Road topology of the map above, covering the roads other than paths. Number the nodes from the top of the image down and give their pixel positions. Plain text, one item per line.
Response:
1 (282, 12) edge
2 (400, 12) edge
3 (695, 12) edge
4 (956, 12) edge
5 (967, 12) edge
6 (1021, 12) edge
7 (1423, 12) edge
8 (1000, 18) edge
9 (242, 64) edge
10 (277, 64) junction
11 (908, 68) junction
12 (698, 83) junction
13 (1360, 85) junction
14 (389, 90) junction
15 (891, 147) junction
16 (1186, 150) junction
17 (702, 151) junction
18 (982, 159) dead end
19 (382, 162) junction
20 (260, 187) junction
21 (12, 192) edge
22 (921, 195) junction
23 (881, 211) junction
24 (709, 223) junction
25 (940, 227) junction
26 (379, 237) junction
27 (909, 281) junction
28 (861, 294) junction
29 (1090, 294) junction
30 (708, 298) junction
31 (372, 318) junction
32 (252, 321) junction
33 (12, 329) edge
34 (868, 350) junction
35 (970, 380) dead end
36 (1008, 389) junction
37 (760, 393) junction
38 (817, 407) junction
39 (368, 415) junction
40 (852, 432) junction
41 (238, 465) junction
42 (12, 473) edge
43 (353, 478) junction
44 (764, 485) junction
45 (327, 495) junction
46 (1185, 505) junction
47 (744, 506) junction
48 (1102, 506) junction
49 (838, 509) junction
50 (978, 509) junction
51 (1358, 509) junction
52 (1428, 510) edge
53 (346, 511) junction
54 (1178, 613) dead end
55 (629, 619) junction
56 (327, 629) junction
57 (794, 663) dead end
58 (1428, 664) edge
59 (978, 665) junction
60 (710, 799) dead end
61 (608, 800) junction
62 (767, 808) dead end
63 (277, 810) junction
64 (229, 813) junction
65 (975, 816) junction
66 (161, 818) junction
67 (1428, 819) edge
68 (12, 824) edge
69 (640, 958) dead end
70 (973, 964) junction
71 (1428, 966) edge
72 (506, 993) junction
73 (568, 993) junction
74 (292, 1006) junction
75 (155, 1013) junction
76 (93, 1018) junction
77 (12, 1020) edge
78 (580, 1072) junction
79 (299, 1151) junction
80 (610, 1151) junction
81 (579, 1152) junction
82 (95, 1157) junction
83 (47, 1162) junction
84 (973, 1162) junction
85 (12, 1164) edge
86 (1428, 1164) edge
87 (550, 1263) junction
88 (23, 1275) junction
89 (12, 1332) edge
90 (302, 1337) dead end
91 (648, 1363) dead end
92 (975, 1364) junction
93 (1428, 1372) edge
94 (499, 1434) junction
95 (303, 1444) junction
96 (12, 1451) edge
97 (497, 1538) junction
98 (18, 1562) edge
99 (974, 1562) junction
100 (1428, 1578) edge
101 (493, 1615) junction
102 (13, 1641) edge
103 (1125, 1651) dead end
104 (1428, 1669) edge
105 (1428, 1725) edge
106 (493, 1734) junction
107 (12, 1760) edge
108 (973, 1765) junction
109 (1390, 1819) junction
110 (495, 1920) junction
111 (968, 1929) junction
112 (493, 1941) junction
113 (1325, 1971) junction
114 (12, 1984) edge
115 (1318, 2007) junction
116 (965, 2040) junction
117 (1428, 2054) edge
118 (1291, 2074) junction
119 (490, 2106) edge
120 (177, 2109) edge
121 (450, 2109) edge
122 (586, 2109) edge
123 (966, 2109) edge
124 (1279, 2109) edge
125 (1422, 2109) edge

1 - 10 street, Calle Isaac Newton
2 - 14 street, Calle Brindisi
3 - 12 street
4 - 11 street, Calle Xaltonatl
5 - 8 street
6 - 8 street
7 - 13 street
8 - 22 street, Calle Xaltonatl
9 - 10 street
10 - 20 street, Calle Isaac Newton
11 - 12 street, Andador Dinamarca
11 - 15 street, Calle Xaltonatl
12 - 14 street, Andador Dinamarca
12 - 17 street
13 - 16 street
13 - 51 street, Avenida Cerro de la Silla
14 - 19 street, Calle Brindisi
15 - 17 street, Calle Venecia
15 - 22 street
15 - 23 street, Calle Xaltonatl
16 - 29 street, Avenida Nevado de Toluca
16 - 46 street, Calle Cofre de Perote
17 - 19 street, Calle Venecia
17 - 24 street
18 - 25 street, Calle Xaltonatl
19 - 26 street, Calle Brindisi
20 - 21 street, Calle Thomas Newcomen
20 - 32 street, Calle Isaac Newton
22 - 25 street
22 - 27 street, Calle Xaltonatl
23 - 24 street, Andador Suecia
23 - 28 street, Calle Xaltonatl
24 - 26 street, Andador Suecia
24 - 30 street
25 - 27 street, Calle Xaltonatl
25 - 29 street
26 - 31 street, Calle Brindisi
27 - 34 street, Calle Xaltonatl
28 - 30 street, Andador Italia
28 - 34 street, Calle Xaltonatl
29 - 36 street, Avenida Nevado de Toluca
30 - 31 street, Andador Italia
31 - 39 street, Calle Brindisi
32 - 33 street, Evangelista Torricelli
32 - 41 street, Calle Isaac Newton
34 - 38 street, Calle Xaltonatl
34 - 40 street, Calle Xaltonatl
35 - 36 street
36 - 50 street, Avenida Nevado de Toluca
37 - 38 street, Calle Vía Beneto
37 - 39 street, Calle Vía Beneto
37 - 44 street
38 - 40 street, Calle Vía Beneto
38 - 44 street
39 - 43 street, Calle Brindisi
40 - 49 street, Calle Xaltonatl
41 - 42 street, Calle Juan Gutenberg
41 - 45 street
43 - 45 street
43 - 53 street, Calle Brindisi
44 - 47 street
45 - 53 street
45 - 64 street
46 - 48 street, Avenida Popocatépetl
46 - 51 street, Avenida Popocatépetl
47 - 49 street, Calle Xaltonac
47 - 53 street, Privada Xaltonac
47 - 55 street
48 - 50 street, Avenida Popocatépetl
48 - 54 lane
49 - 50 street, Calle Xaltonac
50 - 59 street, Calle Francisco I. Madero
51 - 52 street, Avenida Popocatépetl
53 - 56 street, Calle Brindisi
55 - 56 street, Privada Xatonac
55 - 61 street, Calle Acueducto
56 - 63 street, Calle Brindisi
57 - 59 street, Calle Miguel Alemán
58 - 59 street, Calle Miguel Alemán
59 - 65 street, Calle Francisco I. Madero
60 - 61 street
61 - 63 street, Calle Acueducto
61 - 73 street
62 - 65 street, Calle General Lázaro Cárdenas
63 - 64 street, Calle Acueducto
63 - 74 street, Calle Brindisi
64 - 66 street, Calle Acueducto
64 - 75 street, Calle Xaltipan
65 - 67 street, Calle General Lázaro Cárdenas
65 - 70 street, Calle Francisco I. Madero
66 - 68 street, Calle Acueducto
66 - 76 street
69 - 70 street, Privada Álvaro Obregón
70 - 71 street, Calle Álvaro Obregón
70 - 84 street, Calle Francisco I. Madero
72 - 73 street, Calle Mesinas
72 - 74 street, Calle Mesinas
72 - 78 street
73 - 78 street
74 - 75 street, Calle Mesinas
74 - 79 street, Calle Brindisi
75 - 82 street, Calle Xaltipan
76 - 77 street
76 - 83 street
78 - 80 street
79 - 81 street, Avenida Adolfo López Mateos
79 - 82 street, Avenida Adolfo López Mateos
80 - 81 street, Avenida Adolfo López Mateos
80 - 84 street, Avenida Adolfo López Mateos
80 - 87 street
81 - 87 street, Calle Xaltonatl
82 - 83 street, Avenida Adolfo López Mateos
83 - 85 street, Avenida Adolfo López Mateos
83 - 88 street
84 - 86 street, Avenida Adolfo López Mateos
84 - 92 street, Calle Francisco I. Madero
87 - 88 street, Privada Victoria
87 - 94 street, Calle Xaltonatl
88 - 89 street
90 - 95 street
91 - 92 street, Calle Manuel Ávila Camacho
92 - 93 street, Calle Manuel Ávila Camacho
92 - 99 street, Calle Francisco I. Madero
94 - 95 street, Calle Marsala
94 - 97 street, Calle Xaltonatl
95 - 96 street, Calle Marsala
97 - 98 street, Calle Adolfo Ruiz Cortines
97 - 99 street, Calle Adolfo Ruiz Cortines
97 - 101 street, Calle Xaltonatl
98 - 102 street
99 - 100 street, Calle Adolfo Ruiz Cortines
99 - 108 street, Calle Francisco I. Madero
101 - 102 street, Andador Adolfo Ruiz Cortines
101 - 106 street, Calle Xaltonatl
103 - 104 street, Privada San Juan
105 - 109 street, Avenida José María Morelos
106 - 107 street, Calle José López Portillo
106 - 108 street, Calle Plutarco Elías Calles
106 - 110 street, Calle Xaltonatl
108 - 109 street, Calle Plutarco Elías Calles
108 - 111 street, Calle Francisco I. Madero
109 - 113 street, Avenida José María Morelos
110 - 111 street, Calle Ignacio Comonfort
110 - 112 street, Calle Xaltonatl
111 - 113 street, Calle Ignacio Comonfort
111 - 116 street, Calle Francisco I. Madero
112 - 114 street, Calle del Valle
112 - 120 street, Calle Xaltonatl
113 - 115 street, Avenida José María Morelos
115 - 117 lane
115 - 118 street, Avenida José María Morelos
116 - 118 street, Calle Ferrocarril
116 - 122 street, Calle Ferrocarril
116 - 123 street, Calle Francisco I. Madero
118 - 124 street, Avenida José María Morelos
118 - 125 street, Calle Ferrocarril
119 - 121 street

=====

▸ **WORK ITEM**
Which lines of the material contain "Calles"? List them.

▸ **ANSWER TO THIS EXERCISE**
106 - 108 street, Calle Plutarco Elías Calles
108 - 109 street, Calle Plutarco Elías Calles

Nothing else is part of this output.